I was late, and was foiled in attempts to sneak through the back where incidentally the choir was set up and already singing, no seats to be found so I kept moving forward, finally settling on the cold marble steps of the altar in almost complete darkness as the tintinnabulated voices and mournful strings soared up into the vaulted ceiling as the sunset light shining through the stained glass windows faded into darkness.
The words of John's gospel translated from Latin, the chorus of voices narrating, and I marveled at the banality of the church music I grew up hearing that lacked the gravitas, the weight of sadness, the magnitude of events sanitized by a culture that cherishes positivity rather than profundity and sanitizes anything morbid or painful.

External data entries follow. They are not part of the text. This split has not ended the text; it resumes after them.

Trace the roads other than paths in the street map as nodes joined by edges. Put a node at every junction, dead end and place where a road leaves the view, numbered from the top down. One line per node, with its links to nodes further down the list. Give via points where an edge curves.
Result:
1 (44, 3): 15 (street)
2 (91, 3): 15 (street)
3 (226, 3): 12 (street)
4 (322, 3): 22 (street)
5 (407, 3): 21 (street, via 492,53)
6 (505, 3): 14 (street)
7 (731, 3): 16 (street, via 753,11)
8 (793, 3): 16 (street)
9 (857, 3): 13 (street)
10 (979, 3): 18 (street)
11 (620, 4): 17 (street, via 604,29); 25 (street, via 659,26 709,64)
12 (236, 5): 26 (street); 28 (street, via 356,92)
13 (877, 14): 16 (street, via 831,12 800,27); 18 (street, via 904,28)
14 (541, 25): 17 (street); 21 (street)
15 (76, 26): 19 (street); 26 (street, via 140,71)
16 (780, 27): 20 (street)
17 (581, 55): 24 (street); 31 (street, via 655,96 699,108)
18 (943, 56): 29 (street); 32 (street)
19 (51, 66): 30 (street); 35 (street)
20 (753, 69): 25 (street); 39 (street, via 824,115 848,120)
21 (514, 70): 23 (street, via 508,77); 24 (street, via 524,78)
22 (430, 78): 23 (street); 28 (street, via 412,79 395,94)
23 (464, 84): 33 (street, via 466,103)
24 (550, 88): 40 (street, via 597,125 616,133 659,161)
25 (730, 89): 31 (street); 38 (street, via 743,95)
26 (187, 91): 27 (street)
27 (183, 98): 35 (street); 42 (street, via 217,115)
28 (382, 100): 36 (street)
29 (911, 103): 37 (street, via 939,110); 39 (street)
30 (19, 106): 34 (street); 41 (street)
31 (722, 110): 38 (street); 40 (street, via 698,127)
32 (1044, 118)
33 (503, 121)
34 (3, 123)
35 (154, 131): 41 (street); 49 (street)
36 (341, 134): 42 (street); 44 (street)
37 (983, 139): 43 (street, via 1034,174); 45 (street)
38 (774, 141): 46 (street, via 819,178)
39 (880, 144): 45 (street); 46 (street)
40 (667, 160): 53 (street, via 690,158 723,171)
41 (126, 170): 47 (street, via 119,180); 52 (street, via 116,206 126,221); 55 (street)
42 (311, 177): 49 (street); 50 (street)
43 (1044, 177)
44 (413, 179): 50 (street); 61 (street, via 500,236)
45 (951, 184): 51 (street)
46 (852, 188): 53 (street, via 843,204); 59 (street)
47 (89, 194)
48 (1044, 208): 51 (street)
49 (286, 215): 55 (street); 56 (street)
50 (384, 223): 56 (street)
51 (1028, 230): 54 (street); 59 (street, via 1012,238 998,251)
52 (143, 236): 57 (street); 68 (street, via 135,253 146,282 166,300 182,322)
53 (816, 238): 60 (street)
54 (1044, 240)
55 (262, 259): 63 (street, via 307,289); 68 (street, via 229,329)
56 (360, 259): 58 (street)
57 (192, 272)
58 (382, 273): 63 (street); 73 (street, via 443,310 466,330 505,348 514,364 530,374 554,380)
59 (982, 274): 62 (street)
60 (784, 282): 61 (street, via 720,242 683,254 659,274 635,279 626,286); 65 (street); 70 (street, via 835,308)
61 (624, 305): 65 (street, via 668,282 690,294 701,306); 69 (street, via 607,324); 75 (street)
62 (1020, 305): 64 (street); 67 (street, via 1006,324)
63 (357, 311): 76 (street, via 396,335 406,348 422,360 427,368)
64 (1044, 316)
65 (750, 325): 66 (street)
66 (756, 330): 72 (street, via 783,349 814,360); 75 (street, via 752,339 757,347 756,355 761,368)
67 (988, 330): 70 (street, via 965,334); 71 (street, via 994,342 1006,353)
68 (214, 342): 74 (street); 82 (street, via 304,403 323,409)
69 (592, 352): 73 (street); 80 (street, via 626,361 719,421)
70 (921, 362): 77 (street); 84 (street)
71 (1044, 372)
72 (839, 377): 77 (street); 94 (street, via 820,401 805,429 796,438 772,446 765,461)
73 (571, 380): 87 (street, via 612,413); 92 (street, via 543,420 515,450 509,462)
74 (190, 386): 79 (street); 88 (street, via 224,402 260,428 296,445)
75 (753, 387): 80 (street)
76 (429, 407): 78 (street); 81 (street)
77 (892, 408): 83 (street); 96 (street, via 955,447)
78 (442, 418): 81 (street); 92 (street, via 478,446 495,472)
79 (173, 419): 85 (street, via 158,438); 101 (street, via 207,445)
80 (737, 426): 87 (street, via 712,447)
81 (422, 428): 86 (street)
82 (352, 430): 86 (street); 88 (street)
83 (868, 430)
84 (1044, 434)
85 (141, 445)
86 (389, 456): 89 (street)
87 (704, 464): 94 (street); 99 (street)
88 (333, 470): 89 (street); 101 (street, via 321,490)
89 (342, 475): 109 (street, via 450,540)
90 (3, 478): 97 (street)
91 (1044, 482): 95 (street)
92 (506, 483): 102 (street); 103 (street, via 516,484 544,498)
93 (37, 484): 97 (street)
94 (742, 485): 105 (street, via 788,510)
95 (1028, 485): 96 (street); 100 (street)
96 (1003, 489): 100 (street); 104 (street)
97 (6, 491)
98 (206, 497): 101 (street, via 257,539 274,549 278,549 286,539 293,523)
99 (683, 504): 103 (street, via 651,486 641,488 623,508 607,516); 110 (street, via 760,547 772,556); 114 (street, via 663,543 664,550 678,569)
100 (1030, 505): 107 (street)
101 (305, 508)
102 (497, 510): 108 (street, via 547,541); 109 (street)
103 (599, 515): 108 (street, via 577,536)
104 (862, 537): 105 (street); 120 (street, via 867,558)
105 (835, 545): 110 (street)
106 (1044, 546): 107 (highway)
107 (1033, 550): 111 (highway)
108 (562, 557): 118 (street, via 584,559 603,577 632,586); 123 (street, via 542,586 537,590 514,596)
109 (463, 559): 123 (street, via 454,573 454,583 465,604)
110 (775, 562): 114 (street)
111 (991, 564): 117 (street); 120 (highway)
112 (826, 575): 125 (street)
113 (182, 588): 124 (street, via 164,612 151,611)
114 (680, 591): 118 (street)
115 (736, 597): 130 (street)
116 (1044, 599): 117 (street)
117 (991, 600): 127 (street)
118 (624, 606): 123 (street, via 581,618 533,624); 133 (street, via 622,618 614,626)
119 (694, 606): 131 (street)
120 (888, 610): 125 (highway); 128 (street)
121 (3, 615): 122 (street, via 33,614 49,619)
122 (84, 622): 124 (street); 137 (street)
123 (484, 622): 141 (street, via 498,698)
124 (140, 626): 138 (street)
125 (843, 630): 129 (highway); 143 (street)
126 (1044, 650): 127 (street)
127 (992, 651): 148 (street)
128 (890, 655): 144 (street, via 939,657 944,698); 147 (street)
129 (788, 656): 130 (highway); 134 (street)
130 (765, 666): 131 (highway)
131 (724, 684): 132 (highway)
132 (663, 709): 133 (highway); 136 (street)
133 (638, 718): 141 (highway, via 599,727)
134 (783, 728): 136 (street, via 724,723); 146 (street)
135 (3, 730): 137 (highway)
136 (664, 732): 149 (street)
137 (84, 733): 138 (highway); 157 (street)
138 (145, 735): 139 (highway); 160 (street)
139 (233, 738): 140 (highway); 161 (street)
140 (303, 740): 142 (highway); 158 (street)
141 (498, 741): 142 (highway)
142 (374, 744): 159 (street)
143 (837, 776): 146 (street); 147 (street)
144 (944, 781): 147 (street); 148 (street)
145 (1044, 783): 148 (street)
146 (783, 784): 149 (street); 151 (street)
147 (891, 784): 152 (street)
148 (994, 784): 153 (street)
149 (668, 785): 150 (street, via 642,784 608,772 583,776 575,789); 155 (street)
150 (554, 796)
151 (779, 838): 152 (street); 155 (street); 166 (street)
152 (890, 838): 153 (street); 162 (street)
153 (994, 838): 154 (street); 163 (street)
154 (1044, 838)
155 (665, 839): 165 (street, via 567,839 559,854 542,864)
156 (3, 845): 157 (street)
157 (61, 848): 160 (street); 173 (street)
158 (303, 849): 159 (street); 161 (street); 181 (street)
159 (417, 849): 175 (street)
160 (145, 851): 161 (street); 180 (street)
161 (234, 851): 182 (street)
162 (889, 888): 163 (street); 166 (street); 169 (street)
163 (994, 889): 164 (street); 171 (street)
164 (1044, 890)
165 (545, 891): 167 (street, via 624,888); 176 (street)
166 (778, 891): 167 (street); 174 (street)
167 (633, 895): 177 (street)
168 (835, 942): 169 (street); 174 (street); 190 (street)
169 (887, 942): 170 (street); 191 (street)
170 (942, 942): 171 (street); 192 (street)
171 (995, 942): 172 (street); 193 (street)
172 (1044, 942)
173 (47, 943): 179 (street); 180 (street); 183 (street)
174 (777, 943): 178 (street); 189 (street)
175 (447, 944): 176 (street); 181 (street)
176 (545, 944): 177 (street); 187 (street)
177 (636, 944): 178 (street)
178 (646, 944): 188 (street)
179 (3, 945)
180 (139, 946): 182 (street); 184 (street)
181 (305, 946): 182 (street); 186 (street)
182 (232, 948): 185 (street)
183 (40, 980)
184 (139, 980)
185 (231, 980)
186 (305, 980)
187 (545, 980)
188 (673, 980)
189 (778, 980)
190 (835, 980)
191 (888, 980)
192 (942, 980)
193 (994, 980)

I read through highlighted pages of Isaiah, of brutalized suffering servants and promises of judgment and mercy and the intensity of the sound and its meaning overwhelms me in the darkness so perfect for pondering, because it's just me and sound and God and here, here is exactly where I needed to be.
I sit there scrawling prayers into a notebook and weeping because while it's sunk in before, it's hit nerves that have never been quite so exposed, of the injustice of the state, the toxicity of misguided religiosity, of betrayal and desertion of one's closest friends, of selflessness and incomprehensible love, of our own pathetic mortality and attempts at morality. Forgive us, for we know not what we do, it is so hard to even begin to understand.